### Problem to solve
Whatever the records hold, copy it exactly and completely.

### Given information
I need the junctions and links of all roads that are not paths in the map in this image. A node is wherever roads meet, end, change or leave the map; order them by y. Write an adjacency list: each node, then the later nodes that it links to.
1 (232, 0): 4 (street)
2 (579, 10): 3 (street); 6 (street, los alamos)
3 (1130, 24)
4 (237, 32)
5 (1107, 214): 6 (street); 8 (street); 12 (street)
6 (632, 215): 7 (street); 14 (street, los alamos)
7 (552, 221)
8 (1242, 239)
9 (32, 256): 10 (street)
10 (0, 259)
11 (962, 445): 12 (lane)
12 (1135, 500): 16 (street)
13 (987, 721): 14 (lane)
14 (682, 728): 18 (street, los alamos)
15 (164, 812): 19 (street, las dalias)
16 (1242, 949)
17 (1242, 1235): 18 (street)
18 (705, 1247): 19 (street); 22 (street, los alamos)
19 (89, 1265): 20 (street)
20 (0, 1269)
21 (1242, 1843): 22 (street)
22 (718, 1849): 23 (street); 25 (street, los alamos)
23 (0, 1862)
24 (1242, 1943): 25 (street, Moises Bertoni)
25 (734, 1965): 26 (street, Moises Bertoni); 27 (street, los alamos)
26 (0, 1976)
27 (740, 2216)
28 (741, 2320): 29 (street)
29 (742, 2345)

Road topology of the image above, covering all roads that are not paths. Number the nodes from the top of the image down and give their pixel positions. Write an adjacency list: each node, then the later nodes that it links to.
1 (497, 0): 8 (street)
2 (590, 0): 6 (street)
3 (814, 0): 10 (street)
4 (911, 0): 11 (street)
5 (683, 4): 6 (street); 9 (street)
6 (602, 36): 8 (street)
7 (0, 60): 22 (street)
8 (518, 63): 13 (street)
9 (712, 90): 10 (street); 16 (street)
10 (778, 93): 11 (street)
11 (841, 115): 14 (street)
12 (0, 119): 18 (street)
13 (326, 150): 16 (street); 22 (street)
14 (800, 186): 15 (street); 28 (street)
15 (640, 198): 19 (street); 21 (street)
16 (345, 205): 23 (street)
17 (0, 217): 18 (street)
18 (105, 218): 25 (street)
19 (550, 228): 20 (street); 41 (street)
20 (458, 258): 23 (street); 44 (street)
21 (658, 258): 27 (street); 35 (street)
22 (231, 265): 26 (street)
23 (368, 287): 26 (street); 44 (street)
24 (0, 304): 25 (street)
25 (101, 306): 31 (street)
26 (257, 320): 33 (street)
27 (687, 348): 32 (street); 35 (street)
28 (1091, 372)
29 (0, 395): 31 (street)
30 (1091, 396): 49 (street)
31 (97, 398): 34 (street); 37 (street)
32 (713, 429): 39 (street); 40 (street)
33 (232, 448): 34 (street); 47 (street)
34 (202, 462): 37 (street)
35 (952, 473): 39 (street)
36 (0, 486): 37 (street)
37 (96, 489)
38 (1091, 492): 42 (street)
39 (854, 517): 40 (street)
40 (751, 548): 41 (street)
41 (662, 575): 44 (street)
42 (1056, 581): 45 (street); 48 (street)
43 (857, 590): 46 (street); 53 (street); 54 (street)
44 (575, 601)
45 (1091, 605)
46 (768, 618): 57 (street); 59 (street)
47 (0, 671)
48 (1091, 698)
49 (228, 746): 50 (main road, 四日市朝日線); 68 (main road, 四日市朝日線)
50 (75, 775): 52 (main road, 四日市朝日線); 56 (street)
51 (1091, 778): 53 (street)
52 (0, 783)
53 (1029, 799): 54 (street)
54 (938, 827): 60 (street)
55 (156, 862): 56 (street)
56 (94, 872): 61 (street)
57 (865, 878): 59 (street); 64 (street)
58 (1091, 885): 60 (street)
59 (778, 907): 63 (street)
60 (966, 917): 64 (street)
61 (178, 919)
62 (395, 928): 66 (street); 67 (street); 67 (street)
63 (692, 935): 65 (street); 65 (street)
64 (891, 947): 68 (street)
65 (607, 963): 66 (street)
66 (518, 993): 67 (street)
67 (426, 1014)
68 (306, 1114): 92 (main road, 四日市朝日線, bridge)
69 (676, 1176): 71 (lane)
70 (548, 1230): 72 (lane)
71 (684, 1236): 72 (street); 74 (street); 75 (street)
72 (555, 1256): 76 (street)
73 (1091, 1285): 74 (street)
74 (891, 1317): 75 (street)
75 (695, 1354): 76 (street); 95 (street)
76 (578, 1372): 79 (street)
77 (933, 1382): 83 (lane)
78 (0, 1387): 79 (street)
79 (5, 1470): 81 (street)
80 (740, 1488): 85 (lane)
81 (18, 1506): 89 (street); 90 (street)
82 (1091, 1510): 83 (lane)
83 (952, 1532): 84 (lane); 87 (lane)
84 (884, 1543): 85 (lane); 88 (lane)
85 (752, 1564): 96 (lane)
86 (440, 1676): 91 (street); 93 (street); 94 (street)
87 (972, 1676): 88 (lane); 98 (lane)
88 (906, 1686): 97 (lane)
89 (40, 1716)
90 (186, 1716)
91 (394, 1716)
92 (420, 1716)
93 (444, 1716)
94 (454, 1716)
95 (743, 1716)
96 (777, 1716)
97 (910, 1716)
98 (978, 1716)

### Solution
I need the junctions and links of all roads that are not paths in the map in this image. A node is wherever roads meet, end, change or leave the map; order them by y. Write an adjacency list: each node, then the later nodes that it links to.
1 (232, 0): 4 (street)
2 (579, 10): 3 (street); 6 (street, los alamos)
3 (1130, 24)
4 (237, 32)
5 (1107, 214): 6 (street); 8 (street); 12 (street)
6 (632, 215): 7 (street); 14 (street, los alamos)
7 (552, 221)
8 (1242, 239)
9 (32, 256): 10 (street)
10 (0, 259)
11 (962, 445): 12 (lane)
12 (1135, 500): 16 (street)
13 (987, 721): 14 (lane)
14 (682, 728): 18 (street, los alamos)
15 (164, 812): 19 (street, las dalias)
16 (1242, 949)
17 (1242, 1235): 18 (street)
18 (705, 1247): 19 (street); 22 (street, los alamos)
19 (89, 1265): 20 (street)
20 (0, 1269)
21 (1242, 1843): 22 (street)
22 (718, 1849): 23 (street); 25 (street, los alamos)
23 (0, 1862)
24 (1242, 1943): 25 (street, Moises Bertoni)
25 (734, 1965): 26 (street, Moises Bertoni); 27 (street, los alamos)
26 (0, 1976)
27 (740, 2216)
28 (741, 2320): 29 (street)
29 (742, 2345)

Road topology of the image above, covering all roads that are not paths. Number the nodes from the top of the image down and give their pixel positions. Write an adjacency list: each node, then the later nodes that it links to.
1 (497, 0): 8 (street)
2 (590, 0): 6 (street)
3 (814, 0): 10 (street)
4 (911, 0): 11 (street)
5 (683, 4): 6 (street); 9 (street)
6 (602, 36): 8 (street)
7 (0, 60): 22 (street)
8 (518, 63): 13 (street)
9 (712, 90): 10 (street); 16 (street)
10 (778, 93): 11 (street)
11 (841, 115): 14 (street)
12 (0, 119): 18 (street)
13 (326, 150): 16 (street); 22 (street)
14 (800, 186): 15 (street); 28 (street)
15 (640, 198): 19 (street); 21 (street)
16 (345, 205): 23 (street)
17 (0, 217): 18 (street)
18 (105, 218): 25 (street)
19 (550, 228): 20 (street); 41 (street)
20 (458, 258): 23 (street); 44 (street)
21 (658, 258): 27 (street); 35 (street)
22 (231, 265): 26 (street)
23 (368, 287): 26 (street); 44 (street)
24 (0, 304): 25 (street)
25 (101, 306): 31 (street)
26 (257, 320): 33 (street)
27 (687, 348): 32 (street); 35 (street)
28 (1091, 372)
29 (0, 395): 31 (street)
30 (1091, 396): 49 (street)
31 (97, 398): 34 (street); 37 (street)
32 (713, 429): 39 (street); 40 (street)
33 (232, 448): 34 (street); 47 (street)
34 (202, 462): 37 (street)
35 (952, 473): 39 (street)
36 (0, 486): 37 (street)
37 (96, 489)
38 (1091, 492): 42 (street)
39 (854, 517): 40 (street)
40 (751, 548): 41 (street)
41 (662, 575): 44 (street)
42 (1056, 581): 45 (street); 48 (street)
43 (857, 590): 46 (street); 53 (street); 54 (street)
44 (575, 601)
45 (1091, 605)
46 (768, 618): 57 (street); 59 (street)
47 (0, 671)
48 (1091, 698)
49 (228, 746): 50 (main road, 四日市朝日線); 68 (main road, 四日市朝日線)
50 (75, 775): 52 (main road, 四日市朝日線); 56 (street)
51 (1091, 778): 53 (street)
52 (0, 783)
53 (1029, 799): 54 (street)
54 (938, 827): 60 (street)
55 (156, 862): 56 (street)
56 (94, 872): 61 (street)
57 (865, 878): 59 (street); 64 (street)
58 (1091, 885): 60 (street)
59 (778, 907): 63 (street)
60 (966, 917): 64 (street)
61 (178, 919)
62 (395, 928): 66 (street); 67 (street); 67 (street)
63 (692, 935): 65 (street); 65 (street)
64 (891, 947): 68 (street)
65 (607, 963): 66 (street)
66 (518, 993): 67 (street)
67 (426, 1014)
68 (306, 1114): 92 (main road, 四日市朝日線, bridge)
69 (676, 1176): 71 (lane)
70 (548, 1230): 72 (lane)
71 (684, 1236): 72 (street); 74 (street); 75 (street)
72 (555, 1256): 76 (street)
73 (1091, 1285): 74 (street)
74 (891, 1317): 75 (street)
75 (695, 1354): 76 (street); 95 (street)
76 (578, 1372): 79 (street)
77 (933, 1382): 83 (lane)
78 (0, 1387): 79 (street)
79 (5, 1470): 81 (street)
80 (740, 1488): 85 (lane)
81 (18, 1506): 89 (street); 90 (street)
82 (1091, 1510): 83 (lane)
83 (952, 1532): 84 (lane); 87 (lane)
84 (884, 1543): 85 (lane); 88 (lane)
85 (752, 1564): 96 (lane)
86 (440, 1676): 91 (street); 93 (street); 94 (street)
87 (972, 1676): 88 (lane); 98 (lane)
88 (906, 1686): 97 (lane)
89 (40, 1716)
90 (186, 1716)
91 (394, 1716)
92 (420, 1716)
93 (444, 1716)
94 (454, 1716)
95 (743, 1716)
96 (777, 1716)
97 (910, 1716)
98 (978, 1716)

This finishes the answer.